Feminist Pedagogy for Teaching Online

Instructors across higher education require inspiring and practical resources for creating, adapting to, and enhancing, online teaching and learning spaces. Faculty need to build collaborative, equitable and trusting online learning communities.
This edited volume examines the experiences that interdisciplinary and global feminist educators have had—both their successes and their challenges—in infusing feminist pedagogical tenets into their online teaching and learning practices. Contributors consider how to promote connection, reflexivity, and embodiment; build equity, cooperation, and co-education; and create cultures of care in the online classroom. They also interrogate knowledge production, social inequality, and power.
By (re)imagining feminist pedagogy as a much-needed tool and providing practical advice for using digital technology to enact these tenets in the classroom, this collection will empower educators and learners alike.
About the Tulane University Editor's:
Liv Newman is Associate Director for Faculty Engagement at the Center for Engaged Learning and Teaching (CELT) at Tulane University. She has worked in higher education for nearly 25 years spanning both teaching and administrative roles.
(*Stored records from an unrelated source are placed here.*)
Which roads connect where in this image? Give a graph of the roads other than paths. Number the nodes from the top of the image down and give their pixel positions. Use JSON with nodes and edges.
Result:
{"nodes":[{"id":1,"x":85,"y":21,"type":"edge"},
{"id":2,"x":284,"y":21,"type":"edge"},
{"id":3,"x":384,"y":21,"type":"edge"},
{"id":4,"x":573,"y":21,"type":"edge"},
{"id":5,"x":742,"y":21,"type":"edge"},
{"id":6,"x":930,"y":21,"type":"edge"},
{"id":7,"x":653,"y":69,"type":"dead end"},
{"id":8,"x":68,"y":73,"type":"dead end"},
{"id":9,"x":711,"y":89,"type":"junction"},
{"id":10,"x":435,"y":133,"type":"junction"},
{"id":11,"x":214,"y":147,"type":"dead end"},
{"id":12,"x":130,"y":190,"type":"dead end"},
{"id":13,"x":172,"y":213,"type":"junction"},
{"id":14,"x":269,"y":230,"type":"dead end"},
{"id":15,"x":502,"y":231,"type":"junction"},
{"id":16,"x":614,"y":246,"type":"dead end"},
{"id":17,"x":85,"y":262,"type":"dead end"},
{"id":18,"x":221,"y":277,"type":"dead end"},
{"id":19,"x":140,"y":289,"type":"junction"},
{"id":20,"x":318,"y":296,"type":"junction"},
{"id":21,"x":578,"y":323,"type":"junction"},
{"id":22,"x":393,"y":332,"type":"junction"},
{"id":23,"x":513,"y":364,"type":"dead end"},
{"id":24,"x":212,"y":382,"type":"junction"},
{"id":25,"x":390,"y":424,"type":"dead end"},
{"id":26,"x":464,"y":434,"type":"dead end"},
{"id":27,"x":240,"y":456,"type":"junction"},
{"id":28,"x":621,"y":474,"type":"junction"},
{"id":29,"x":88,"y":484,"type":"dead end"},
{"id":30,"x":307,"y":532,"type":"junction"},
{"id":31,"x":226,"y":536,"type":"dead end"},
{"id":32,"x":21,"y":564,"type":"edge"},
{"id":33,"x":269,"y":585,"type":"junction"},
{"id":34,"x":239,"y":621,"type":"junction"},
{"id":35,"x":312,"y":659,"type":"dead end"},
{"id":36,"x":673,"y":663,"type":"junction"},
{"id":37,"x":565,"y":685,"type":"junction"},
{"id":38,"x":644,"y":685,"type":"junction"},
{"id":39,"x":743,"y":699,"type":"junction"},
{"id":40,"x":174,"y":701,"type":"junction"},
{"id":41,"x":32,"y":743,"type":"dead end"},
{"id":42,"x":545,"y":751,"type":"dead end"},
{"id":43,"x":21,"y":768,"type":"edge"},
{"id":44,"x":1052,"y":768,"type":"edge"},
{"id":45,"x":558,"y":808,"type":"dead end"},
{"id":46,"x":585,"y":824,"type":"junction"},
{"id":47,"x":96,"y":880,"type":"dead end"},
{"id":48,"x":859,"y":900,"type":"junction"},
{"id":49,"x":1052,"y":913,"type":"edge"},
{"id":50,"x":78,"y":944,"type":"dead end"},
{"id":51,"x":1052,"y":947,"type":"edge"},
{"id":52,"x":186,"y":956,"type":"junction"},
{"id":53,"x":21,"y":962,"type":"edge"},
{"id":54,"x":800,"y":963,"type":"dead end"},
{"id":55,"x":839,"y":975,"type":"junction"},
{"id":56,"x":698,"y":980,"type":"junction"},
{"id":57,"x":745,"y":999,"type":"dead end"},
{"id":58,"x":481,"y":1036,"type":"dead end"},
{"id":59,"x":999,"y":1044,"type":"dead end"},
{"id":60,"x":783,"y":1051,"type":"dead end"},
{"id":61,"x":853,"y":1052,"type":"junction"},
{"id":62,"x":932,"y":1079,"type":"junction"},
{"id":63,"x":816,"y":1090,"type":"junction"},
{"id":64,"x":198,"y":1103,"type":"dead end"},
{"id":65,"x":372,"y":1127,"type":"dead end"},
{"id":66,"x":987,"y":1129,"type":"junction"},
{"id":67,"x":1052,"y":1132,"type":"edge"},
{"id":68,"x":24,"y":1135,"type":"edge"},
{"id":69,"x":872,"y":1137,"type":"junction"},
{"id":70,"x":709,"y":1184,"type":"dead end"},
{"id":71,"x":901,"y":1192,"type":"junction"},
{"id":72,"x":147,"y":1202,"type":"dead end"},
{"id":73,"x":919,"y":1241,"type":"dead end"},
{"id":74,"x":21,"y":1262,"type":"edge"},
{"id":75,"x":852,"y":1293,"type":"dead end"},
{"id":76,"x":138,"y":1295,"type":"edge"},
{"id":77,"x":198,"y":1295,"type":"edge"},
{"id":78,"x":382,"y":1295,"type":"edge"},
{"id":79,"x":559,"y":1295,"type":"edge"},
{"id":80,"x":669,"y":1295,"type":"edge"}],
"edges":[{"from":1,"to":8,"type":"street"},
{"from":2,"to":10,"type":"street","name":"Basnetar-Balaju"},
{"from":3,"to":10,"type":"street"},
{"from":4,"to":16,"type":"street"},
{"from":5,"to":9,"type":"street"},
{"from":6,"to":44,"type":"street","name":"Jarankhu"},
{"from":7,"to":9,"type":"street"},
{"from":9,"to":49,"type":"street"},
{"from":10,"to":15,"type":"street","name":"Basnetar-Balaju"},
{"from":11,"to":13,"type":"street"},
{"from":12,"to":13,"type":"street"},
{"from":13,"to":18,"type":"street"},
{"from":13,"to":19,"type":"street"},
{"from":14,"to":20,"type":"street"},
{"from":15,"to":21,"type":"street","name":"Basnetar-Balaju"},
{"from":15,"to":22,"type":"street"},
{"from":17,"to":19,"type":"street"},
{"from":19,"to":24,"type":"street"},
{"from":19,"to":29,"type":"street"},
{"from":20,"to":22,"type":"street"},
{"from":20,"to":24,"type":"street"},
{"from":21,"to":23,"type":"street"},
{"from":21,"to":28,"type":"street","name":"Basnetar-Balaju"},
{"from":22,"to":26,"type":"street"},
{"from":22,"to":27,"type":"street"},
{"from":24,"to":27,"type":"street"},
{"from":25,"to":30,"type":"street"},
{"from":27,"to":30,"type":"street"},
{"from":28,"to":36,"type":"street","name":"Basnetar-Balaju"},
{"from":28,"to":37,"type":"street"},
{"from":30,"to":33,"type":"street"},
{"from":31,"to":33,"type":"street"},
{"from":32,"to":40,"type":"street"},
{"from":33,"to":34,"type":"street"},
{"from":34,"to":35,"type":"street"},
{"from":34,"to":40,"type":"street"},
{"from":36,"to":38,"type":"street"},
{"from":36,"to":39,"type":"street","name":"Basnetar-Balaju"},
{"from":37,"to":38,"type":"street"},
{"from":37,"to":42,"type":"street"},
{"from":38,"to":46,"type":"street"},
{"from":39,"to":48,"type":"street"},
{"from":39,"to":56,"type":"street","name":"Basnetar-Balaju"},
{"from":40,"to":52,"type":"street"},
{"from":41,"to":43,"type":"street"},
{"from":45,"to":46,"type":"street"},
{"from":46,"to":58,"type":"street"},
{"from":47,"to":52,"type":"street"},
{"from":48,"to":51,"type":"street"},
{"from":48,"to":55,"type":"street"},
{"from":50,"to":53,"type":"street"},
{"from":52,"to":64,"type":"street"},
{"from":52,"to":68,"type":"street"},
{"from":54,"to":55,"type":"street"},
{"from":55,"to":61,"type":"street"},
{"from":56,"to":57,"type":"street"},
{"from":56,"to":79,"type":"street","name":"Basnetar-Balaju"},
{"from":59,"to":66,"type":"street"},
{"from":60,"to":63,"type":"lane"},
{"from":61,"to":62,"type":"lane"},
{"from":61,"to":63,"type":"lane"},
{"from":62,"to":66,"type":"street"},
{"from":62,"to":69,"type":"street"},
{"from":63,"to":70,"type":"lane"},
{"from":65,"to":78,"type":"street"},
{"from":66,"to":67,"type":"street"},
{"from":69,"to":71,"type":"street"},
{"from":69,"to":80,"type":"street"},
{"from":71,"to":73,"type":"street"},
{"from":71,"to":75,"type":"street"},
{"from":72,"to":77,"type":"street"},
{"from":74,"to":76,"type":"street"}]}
Her scholarly interests focus on the intersection of race and class, inequities in education, and enhancing the online educational experience for faculty and students.
Jacquelyne Thoni Howard is a professor of Practice of Data at the Connolly Alexander Institute for Data Science (CAIDS) at Tulane University. She is a founding co-editor of the nationally recognized guide, Feminist Pedagogy for Teaching Online, and has published journal articles and chapters about social and cultural topics relating to the History of Science and Technology Studies and Digital Humanities Labs.